### [Task description]
Could you write out the records below exactly as they appear?

===== Record set =====

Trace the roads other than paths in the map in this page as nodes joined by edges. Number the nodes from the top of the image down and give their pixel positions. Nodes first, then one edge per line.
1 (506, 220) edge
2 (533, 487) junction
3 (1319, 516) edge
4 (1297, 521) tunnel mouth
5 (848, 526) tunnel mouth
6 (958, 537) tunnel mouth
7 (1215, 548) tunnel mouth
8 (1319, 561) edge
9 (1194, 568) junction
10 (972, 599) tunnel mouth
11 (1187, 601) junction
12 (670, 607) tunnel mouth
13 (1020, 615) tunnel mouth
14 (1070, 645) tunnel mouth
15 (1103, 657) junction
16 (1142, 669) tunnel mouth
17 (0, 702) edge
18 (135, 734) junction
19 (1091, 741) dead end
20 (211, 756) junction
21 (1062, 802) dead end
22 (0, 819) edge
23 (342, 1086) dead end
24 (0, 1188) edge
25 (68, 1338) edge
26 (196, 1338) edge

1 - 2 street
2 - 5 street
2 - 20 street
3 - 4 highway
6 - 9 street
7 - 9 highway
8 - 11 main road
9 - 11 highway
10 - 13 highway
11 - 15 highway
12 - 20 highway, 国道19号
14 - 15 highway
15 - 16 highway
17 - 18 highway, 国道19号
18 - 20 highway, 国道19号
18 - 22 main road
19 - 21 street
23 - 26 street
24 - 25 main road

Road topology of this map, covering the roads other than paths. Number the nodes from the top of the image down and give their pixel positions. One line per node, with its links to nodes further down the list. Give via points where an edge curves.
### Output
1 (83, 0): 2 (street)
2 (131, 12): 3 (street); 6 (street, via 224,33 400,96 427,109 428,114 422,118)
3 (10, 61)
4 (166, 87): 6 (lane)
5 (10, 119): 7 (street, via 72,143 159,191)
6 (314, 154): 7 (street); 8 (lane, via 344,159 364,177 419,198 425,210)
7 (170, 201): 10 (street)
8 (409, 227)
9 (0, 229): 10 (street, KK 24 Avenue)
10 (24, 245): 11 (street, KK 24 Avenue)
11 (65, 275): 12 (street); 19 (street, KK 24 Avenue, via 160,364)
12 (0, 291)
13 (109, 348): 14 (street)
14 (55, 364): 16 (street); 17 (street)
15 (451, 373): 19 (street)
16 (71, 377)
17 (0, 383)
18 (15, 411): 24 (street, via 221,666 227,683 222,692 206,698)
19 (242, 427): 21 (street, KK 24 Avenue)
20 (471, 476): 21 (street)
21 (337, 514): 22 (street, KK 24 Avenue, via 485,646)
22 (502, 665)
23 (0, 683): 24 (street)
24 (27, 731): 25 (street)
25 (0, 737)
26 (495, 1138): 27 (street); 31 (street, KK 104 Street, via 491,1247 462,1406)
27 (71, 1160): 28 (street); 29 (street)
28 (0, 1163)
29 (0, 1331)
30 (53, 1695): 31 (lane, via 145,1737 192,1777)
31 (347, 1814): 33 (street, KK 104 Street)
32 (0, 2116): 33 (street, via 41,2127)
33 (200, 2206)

=====

### [Answer section]
Trace the roads other than paths in the map in this page as nodes joined by edges. Number the nodes from the top of the image down and give their pixel positions. Nodes first, then one edge per line.
1 (506, 220) edge
2 (533, 487) junction
3 (1319, 516) edge
4 (1297, 521) tunnel mouth
5 (848, 526) tunnel mouth
6 (958, 537) tunnel mouth
7 (1215, 548) tunnel mouth
8 (1319, 561) edge
9 (1194, 568) junction
10 (972, 599) tunnel mouth
11 (1187, 601) junction
12 (670, 607) tunnel mouth
13 (1020, 615) tunnel mouth
14 (1070, 645) tunnel mouth
15 (1103, 657) junction
16 (1142, 669) tunnel mouth
17 (0, 702) edge
18 (135, 734) junction
19 (1091, 741) dead end
20 (211, 756) junction
21 (1062, 802) dead end
22 (0, 819) edge
23 (342, 1086) dead end
24 (0, 1188) edge
25 (68, 1338) edge
26 (196, 1338) edge

1 - 2 street
2 - 5 street
2 - 20 street
3 - 4 highway
6 - 9 street
7 - 9 highway
8 - 11 main road
9 - 11 highway
10 - 13 highway
11 - 15 highway
12 - 20 highway, 国道19号
14 - 15 highway
15 - 16 highway
17 - 18 highway, 国道19号
18 - 20 highway, 国道19号
18 - 22 main road
19 - 21 street
23 - 26 street
24 - 25 main road

Road topology of this map, covering the roads other than paths. Number the nodes from the top of the image down and give their pixel positions. One line per node, with its links to nodes further down the list. Give via points where an edge curves.
### Output
1 (83, 0): 2 (street)
2 (131, 12): 3 (street); 6 (street, via 224,33 400,96 427,109 428,114 422,118)
3 (10, 61)
4 (166, 87): 6 (lane)
5 (10, 119): 7 (street, via 72,143 159,191)
6 (314, 154): 7 (street); 8 (lane, via 344,159 364,177 419,198 425,210)
7 (170, 201): 10 (street)
8 (409, 227)
9 (0, 229): 10 (street, KK 24 Avenue)
10 (24, 245): 11 (street, KK 24 Avenue)
11 (65, 275): 12 (street); 19 (street, KK 24 Avenue, via 160,364)
12 (0, 291)
13 (109, 348): 14 (street)
14 (55, 364): 16 (street); 17 (street)
15 (451, 373): 19 (street)
16 (71, 377)
17 (0, 383)
18 (15, 411): 24 (street, via 221,666 227,683 222,692 206,698)
19 (242, 427): 21 (street, KK 24 Avenue)
20 (471, 476): 21 (street)
21 (337, 514): 22 (street, KK 24 Avenue, via 485,646)
22 (502, 665)
23 (0, 683): 24 (street)
24 (27, 731): 25 (street)
25 (0, 737)
26 (495, 1138): 27 (street); 31 (street, KK 104 Street, via 491,1247 462,1406)
27 (71, 1160): 28 (street); 29 (street)
28 (0, 1163)
29 (0, 1331)
30 (53, 1695): 31 (lane, via 145,1737 192,1777)
31 (347, 1814): 33 (street, KK 104 Street)
32 (0, 2116): 33 (street, via 41,2127)
33 (200, 2206)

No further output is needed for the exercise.